Мужчины сурово сдвинули брови. Никому не хотелось, чтобы кого-то из знакомых после смерти беспокоила нежить. Умерла так умерла — лежи себе спокойно в могиле, а дух пускай на небеса отправляется или в бездну, тут уж как кому повезет, кто насколько грешен был при жизни. Дед Налим задумчиво почесал длинную бороду. Видно было, что с головой он вполне согласен, но все равно сомневался из чувства противоречия.
— А может, не двуипостасные здесь виноваты, — молвил он, когда чересчур затянувшееся молчание постепенно переросло в напряженную паузу, грозившую вылиться в народное возмущение. Эдак селяне и на Волчью слободу вполне могли отправиться в военный поход, вооружившись вилами и лопатами.
Все понимали, что одному пытаться одолеть двуипостасных — чистой воды самоубийство. А вместе есть надежда как-нибудь сдюжить. Главное завалить, а там наверняка и запинать можно.
— Как не двуипостасные? — опешил от неожиданного заявления дедка Панас и удивленно плюхнулся на стул.
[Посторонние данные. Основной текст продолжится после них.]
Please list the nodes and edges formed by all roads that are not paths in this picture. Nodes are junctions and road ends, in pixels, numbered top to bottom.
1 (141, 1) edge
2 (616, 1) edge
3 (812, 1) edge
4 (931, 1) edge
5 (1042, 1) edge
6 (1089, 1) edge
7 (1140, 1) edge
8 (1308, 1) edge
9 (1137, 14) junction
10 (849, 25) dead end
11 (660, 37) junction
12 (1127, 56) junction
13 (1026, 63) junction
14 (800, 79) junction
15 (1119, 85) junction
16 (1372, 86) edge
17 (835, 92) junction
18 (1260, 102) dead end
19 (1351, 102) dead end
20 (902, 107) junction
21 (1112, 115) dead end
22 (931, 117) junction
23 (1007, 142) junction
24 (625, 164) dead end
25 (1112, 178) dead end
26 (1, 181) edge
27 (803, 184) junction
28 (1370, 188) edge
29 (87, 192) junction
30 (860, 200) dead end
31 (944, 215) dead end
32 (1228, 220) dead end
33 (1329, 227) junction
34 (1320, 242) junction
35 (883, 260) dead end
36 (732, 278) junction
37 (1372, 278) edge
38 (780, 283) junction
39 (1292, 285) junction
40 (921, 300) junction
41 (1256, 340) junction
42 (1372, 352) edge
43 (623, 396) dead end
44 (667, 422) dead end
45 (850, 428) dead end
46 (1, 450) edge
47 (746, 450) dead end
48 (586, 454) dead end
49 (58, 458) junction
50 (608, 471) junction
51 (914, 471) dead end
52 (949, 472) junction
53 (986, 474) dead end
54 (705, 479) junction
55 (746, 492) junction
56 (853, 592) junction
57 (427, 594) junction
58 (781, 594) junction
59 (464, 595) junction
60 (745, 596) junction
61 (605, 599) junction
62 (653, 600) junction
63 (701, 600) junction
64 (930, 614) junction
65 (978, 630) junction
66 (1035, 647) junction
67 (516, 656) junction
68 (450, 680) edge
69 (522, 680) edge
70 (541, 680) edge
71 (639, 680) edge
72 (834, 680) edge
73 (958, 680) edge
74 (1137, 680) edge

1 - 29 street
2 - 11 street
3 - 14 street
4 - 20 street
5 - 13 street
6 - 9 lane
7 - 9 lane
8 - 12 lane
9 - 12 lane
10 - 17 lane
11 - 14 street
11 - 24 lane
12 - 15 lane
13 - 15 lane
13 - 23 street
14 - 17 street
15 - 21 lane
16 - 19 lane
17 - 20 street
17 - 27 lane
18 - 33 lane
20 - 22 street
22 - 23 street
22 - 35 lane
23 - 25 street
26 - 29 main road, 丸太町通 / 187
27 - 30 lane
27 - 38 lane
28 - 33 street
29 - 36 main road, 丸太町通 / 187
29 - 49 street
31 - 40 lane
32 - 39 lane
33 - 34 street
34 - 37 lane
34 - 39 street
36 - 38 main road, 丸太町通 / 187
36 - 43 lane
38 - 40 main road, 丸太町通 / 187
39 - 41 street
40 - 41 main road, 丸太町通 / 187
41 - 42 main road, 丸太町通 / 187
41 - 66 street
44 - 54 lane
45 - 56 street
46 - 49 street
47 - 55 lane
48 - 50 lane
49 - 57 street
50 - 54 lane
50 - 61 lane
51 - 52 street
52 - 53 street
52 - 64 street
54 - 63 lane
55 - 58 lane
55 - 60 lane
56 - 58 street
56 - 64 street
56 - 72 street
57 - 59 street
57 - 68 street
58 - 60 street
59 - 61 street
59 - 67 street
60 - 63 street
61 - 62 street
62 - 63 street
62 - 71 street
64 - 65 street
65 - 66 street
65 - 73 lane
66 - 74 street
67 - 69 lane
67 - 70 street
Кабацкая мебель хоть и была сработана на совесть и рассчитана выстоять в пьяной драке, все же не выдержала столь вольного с собой обращения и развалилась, так что продолжал голова уже откуда-то из-под стола:
— А кто?
— Помните, ночью нежить в село заявлялась? И зверюга у нежити была аккурат на двуипостасных похожа, да и дикая какая-то. Наверняка это нежить. Она же умертвие приманила. Хорошо хоть в село не пришла, а то полегли бы ни за грош, — авторитетно выдал Налим.
— А зачем нежити понадобилась ведьма? — недоверчиво поинтересовался кто-то из слушателей. — Они же… это… почти родня. — Мужик встретил многозначительные взгляды односельчан, испуганно икнул, поковырял носком сапога грязный пол кабака и опасливо добавил: — Очень дальняя.
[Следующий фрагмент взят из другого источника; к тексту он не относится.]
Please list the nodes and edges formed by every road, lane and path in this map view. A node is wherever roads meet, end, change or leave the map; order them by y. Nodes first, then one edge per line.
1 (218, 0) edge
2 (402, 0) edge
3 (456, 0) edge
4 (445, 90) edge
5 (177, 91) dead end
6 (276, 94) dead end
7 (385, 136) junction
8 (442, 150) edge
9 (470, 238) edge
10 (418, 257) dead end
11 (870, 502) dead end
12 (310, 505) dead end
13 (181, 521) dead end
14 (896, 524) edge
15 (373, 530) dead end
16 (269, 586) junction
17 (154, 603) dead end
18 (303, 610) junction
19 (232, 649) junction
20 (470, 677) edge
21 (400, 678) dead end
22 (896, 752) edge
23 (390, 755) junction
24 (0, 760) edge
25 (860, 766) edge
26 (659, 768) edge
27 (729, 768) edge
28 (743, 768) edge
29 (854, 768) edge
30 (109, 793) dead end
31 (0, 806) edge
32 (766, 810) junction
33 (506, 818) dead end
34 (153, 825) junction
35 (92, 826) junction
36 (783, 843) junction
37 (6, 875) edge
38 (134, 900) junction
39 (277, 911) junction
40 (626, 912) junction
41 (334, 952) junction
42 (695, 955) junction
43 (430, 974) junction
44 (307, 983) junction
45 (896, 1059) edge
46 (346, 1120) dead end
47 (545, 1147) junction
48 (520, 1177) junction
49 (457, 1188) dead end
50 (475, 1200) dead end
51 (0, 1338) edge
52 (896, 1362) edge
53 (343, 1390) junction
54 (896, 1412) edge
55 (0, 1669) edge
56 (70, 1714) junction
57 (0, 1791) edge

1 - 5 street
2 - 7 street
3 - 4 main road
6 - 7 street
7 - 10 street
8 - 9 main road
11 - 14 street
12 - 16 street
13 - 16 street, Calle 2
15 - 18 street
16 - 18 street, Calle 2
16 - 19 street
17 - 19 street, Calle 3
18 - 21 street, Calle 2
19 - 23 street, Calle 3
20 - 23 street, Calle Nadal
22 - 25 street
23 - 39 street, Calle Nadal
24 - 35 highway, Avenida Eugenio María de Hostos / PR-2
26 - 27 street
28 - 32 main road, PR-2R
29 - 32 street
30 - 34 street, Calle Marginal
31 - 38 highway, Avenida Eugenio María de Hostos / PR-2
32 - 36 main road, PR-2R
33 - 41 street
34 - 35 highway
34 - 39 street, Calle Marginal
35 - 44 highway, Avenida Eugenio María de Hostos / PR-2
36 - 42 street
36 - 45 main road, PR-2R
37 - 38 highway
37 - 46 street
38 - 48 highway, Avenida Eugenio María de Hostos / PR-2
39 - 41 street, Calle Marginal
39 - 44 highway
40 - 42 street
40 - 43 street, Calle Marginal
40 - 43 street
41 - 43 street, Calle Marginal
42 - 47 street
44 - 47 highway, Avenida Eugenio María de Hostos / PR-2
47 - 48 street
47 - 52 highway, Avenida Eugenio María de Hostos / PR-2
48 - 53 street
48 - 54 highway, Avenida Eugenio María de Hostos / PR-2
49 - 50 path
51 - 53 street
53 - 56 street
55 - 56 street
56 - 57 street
На заявление о дальней родне никто возражать не стал. В конце концов, в ведьмах есть что-то то ли от демонов, то ли от нежити, это известно всем. Не зря же их хоронят за оградой кладбища, как самоубийц, и многие жрецы не только не пускают их в храм Всевышнего, но и публично предают анафеме, запрещая своей пастве под угрозой наложения строгой епитимьи даже общение с этой породой. Впрочем, без ведьм все равно никто не обходился. Как же иначе вылечить скотину, самим лечиться? Или заговорить огород на хороший урожай, а охотничий лук на меткость? Здесь одними молитвами, пожалуй, не обойдешься. С ведьмой оно надежнее будет. Просто делали все тайно. Чего жреца зря нервировать?
— Так это… — Дед Налим задумчиво почесал клюкой затылок, дабы активизировать мыслительный процесс. — Нежить, она же зловредная. Ей главное, чтобы человеку навредить, скотину извести или вообще сожрать. Вот она и отвлекает нас от себя. Наверное, вчера мы ей много крови попортили, и она решила нас с двуипостасными поссорить, а проигравших съесть.
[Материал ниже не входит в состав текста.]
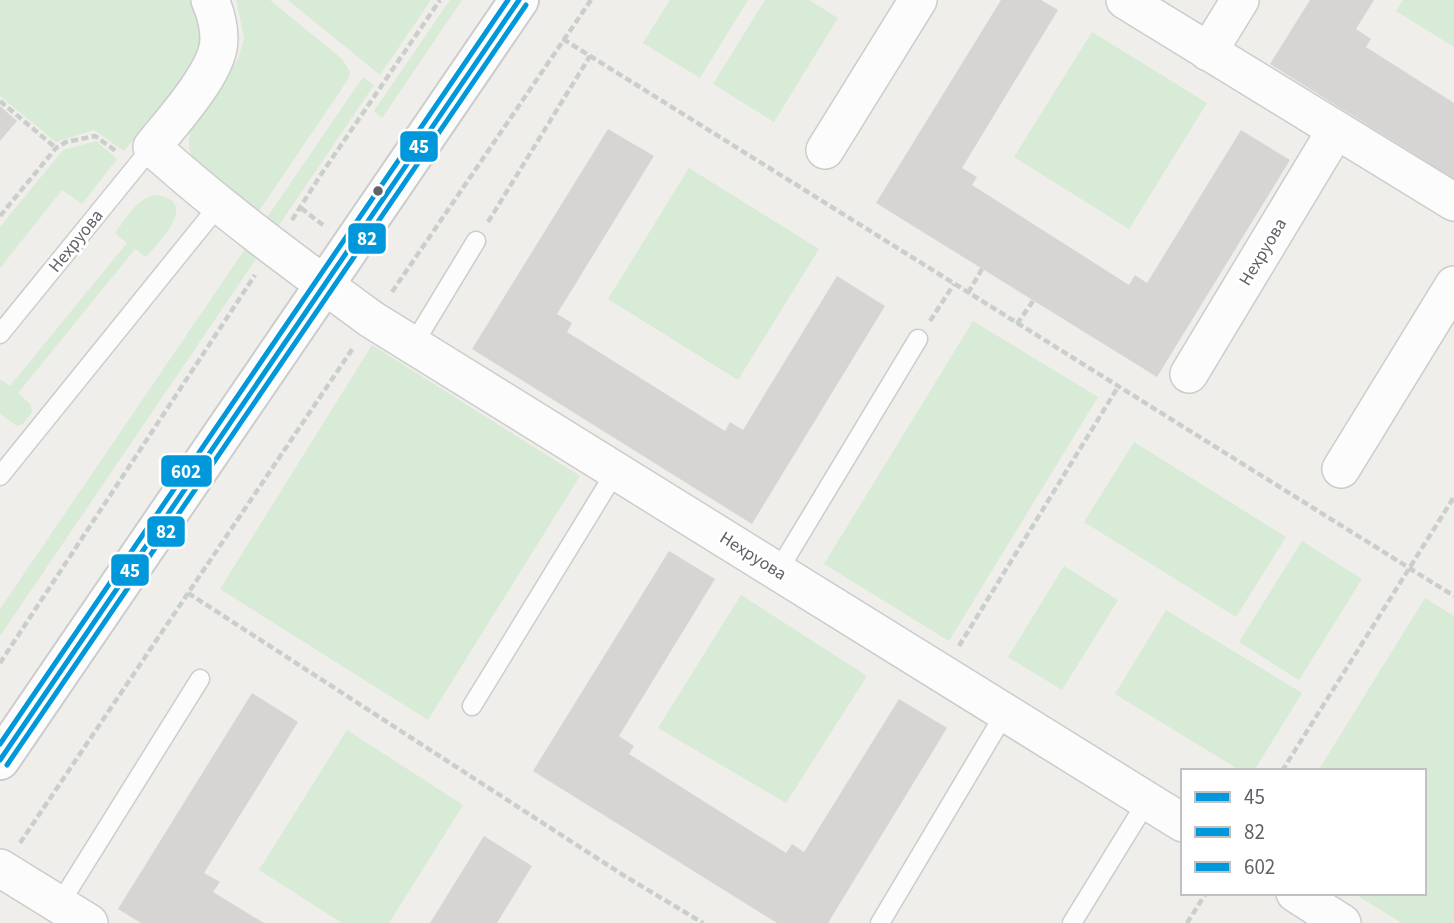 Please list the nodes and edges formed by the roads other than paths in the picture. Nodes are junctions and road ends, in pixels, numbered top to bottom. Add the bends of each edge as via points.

— О-о-о! — Мужчины выдохнули разом, как единое, сильно удивленное существо.
Коварство нежити поражало своим размахом.
— Мало ей, окаянной, что поминки испортила, хрен на нас напустила, так еще и с двуипостасными поссорить хочет! — возмутились в толпе.
— Того и гляди, все огороды хреном зарастут!
— Это все из-за нежити проклятущей!
Мужчины распалялись все больше и больше. Наконец-то виновник всех бед был выявлен и объявлен во всеуслышание. Можно найти его и морду набить, чтобы знал, как простой люд обижать. О том, что Хренодерки оттого и прозывались Хренодерками, что хрена на их земле произрастало немереное количество, благополучно забыли.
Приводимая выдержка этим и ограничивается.